Please tally the lines of the records that contain "nodes" and send back only the total.

[[ EXTRACTED RECORDS open ]]

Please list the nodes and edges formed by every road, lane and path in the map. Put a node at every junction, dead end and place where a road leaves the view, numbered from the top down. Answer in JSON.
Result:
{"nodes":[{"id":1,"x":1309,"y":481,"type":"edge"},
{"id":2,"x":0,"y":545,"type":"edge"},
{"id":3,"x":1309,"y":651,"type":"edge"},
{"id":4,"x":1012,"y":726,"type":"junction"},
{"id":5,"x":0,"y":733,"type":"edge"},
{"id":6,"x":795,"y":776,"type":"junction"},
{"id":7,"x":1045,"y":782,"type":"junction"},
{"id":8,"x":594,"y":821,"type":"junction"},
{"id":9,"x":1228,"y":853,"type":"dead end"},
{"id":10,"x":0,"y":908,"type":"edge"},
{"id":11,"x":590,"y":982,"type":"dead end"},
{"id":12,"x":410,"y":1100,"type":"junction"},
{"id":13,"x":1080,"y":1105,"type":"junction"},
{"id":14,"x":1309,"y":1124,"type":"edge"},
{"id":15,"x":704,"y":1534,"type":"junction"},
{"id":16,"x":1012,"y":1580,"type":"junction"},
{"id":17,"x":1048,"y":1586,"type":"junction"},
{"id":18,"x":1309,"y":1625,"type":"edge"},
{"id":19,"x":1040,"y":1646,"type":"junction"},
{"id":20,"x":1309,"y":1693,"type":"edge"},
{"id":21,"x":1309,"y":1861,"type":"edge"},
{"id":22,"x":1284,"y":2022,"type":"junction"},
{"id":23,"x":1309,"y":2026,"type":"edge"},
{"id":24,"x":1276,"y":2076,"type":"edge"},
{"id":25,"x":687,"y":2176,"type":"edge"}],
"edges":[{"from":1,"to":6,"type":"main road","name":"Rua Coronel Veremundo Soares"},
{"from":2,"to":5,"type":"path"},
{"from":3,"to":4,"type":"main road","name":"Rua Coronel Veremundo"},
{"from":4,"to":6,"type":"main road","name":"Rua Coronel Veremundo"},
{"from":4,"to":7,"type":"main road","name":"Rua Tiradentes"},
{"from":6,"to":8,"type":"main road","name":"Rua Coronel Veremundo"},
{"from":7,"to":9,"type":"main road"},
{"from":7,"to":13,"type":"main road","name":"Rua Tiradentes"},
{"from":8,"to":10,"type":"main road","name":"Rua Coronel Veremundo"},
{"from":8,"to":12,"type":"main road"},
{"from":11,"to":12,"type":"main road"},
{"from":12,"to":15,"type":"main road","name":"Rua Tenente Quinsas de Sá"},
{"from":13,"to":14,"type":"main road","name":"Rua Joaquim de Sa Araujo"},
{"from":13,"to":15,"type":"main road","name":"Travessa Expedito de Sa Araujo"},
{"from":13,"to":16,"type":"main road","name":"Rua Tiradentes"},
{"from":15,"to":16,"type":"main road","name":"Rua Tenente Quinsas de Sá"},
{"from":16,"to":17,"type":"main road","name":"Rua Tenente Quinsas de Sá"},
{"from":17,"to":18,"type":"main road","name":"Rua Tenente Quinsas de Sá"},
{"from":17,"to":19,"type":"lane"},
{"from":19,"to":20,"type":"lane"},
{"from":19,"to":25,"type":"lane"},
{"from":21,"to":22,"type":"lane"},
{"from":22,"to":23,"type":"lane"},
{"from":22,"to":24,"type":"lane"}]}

[[ EXTRACTED RECORDS closed ]]

### PROBLEM SOLUTION
2